Today:
Dips- 5x5/bw+45
Rope pushdowns- 3x12/105
Lateral raises- 2x15/15’s
Chins- 4x6
Today:
Dips- 5x5/bw+45
Rope pushdowns- 3x12/105
Lateral raises- 2x15/15’s
Chins- 4x6
[quote]Stronghold wrote:
Today:
Dips- 5x5/bw+45
Rope pushdowns- 3x12/105
Lateral raises- 2x15/15’s
Chins- 4x6[/quote]
if it werent for the fact that you told me the method to your madness, I’d be ripping shit. You’re lucky we’re F-Buddies
<3
Today:
Clean pulls- 3/155, 3/155, 3/175, 3/175, 3/195, 3/195
Kneeling abs- 3x12/165
Barbell Rows- 1x19/155
Hammer curls- 3x8/60’s
The high rep bb rows are probably the most sick, twisted, and irresponsible thing I have ever done in a workout. I like them. Going for 20+ next week!

this was about rep 17 or so…what a great face
[quote]DickBag wrote:
Stronghold wrote:
this was about rep 17 or so…what a great face
why dont you post a video?
videos are what we want stronghold.
dont let your interent boyfreinds down[/quote]
You have to go to my website to see my videos.

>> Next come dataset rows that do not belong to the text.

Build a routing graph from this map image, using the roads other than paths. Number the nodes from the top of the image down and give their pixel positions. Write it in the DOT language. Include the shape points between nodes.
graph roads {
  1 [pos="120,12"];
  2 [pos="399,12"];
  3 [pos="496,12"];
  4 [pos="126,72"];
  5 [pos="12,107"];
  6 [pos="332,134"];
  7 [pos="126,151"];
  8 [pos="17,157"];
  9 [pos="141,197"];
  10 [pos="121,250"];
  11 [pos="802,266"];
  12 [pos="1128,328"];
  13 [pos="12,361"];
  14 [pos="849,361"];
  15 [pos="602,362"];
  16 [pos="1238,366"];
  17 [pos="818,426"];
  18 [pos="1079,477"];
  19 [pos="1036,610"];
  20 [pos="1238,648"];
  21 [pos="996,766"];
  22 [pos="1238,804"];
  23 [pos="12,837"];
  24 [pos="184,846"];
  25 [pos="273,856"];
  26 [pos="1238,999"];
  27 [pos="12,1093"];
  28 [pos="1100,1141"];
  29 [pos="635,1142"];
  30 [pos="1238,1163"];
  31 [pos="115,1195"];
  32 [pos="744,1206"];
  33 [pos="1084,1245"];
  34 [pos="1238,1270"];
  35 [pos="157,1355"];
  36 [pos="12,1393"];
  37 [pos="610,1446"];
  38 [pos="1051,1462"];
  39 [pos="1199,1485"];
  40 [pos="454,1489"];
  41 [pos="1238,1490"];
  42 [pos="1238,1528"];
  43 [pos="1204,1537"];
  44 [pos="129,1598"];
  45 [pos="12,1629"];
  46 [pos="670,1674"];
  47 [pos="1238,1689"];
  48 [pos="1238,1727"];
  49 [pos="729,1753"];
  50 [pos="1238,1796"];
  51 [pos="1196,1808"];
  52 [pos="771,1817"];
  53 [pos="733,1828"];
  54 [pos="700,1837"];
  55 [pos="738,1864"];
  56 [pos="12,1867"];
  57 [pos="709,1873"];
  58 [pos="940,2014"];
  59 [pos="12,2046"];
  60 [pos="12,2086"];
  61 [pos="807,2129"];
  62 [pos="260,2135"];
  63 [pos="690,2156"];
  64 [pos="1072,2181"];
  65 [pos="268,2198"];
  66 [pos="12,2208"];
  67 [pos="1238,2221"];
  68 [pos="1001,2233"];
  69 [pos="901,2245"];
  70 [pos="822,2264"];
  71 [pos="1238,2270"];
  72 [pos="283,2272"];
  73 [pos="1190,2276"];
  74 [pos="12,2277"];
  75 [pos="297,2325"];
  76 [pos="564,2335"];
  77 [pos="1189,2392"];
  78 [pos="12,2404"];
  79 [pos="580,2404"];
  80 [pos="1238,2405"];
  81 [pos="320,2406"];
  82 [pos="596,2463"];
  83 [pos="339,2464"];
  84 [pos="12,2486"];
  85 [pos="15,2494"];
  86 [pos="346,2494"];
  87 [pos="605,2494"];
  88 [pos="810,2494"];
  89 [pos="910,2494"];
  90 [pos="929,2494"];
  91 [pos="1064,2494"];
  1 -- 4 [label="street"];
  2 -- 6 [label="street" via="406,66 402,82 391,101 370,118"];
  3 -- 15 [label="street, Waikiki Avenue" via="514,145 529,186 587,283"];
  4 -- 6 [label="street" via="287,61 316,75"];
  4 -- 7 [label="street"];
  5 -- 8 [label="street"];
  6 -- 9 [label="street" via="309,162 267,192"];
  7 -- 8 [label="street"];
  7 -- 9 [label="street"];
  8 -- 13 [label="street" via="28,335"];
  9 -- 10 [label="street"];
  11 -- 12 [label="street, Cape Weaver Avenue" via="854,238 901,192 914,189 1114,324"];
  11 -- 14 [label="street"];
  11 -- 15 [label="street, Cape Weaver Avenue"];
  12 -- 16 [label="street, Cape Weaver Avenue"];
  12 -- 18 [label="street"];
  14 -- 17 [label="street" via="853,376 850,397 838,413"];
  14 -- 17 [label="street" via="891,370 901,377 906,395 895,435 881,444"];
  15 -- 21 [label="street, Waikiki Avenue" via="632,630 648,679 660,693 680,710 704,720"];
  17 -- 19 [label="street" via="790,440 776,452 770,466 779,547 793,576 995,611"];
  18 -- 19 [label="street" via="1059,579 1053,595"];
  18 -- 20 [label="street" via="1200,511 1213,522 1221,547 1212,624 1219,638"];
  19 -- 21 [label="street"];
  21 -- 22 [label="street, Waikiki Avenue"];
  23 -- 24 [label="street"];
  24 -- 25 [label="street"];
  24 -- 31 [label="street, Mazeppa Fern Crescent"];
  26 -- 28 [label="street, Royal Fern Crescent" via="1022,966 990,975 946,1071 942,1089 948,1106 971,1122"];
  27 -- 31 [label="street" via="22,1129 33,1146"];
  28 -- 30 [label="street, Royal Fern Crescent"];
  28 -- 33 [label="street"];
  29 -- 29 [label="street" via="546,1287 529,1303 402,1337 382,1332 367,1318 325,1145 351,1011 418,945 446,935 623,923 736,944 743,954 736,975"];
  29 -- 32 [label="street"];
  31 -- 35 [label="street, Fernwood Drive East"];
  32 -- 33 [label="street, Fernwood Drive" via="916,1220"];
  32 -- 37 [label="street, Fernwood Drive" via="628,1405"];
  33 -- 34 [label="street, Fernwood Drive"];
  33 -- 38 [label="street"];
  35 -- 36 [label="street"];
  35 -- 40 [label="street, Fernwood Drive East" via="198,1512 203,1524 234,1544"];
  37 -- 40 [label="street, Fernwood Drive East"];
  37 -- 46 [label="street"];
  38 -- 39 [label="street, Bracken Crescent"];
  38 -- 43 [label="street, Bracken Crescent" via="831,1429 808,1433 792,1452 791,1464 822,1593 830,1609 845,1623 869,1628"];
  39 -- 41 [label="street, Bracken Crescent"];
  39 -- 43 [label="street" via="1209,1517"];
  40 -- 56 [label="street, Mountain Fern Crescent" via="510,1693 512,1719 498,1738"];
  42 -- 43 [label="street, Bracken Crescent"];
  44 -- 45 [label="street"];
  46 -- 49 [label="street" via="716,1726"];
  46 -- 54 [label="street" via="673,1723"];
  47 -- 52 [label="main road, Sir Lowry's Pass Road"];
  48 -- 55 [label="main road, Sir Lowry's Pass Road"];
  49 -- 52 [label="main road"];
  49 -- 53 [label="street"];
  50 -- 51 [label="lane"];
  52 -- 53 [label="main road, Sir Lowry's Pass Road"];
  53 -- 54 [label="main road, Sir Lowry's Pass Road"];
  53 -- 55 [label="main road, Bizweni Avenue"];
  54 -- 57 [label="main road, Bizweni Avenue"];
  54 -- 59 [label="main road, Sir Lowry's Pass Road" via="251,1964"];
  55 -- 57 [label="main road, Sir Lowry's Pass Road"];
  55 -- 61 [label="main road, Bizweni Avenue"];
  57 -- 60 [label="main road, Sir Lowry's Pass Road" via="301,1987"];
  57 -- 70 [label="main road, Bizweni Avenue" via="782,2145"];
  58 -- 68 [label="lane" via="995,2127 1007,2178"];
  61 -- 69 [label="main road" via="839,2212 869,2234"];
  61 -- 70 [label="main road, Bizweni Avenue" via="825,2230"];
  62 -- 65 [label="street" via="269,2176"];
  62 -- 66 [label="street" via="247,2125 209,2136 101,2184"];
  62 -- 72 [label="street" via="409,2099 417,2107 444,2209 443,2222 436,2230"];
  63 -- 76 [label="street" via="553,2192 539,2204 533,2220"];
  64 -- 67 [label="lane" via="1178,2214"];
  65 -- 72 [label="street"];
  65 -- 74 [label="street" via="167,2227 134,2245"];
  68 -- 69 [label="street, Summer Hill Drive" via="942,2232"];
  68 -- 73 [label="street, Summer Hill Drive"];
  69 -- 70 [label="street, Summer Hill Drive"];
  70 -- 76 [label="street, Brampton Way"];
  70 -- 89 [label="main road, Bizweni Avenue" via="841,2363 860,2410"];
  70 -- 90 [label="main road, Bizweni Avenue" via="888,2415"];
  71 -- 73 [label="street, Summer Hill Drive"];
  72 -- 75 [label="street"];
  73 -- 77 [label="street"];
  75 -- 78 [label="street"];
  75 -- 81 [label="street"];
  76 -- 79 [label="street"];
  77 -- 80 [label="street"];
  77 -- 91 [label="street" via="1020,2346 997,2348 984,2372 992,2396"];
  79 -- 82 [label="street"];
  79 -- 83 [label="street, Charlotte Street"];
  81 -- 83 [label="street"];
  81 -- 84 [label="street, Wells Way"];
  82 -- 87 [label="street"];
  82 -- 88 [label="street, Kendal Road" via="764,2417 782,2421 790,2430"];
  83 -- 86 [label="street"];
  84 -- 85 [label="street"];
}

Its $16.99 a month and you get a new photoset and 2 new videos every week.
[quote]Stronghold wrote:
this was about rep 17 or so…what a great face[/quote]
Dude… fiber…ASAP
Worked up to a single with 225 on incline today which is a PR. Rest of the workout sucked so Im not going to post it up here.
Starting this up again.
Here is the basic idea:
Monday
Max effort bench, incline, or close grip
Assistance-some sort of press
Triceps
Lats
Tuesday
Speed pulls
Leg Press or Hack Squat
Pull thru, GHR, GM, or Reverse Hyper
Abs
Thursday
Speed bench
Assistance-some sort of press
Triceps
Lats
Friday
Max effort deadlift, deficit pull, rack pull, snatch grip, etc
Leg Press or Hack Squat
Pull thru, GHR, or Reverse Hyper
Abs
Open to suggestions.
I guess we’re all slowly returning back to the site…we’re just missing a couple more
Speed Pulls- 8x3/165 lbs
Leg Press- 4x8/540 lbs
Pull-thru- 4x10/135 lbs
Decline Crunches- 3x20
Seated Calf Raise- 1x10/90 lbs
[quote]Stronghold wrote:
Speed Pulls- 8x3/165 lbs
Leg Press- 4x8/540 lbs
Pull-thru- 4x10/135 lbs
Decline Crunches- 3x20
Seated Calf Raise- 1x10/90 lbs[/quote]
fapfapfapfapfapfap
Iv decided that Im going to do the WNPF Palmetto Classic on October 11, either as a 181 or 198…depending on how things go. This will give me something to work towards. Im going to get some current maxes this next week and try to set some good goals based on those.
powerliftingwatch.com/powerlifting-meets/wnpf/2008/palmetto-classic
[quote]Stronghold wrote:
Iv decided that Im going to do the WNPF Palmetto Classic on October 11, either as a 181 or 198…depending on how things go. This will give me something to work towards. Im going to get some current maxes this next week and try to set some good goals based on those.
powerliftingwatch.com/powerlifting-meets/wnpf/2008/palmetto-classic[/quote]
where’s the log foo’?
Intervals on the rowing machine this afternoon:
10 x (30 seconds sprint + 60 seconds cruise)
[quote]Stronghold wrote:
Intervals on the rowing machine this afternoon:
10 x (30 seconds sprint + 60 seconds cruise)[/quote]
I bet that cake was tasty!
[quote]detazathoth wrote:
I bet that cake was tasty![/quote]
Yeah, especially when it came back up, haha.
Speed Bench- 8x3/125 lbs
Dips- 3x20/bw
Decline DB Extension- 3x10/30’s
Lat Pulldown- 4x8/160 lbs
EZ Bar Curls- 3x10/75 lbs
Bar speed sucked. Definitely need to work on this.
[quote]Stronghold wrote:
Speed Bench- 8x3/125 lbs
Dips- 3x20/bw
Decline DB Extension- 3x10/30’s
Lat Pulldown- 4x8/160 lbs
EZ Bar Curls- 3x10/75 lbs
Bar speed sucked. Definitely need to work on this.[/quote]
how did you figure about the bar speed?
Just felt slow…you know when you try to move it fast and it doesnt move fast?
what are you competeing in in the upcoming meet? What’s the deal with the knee thing?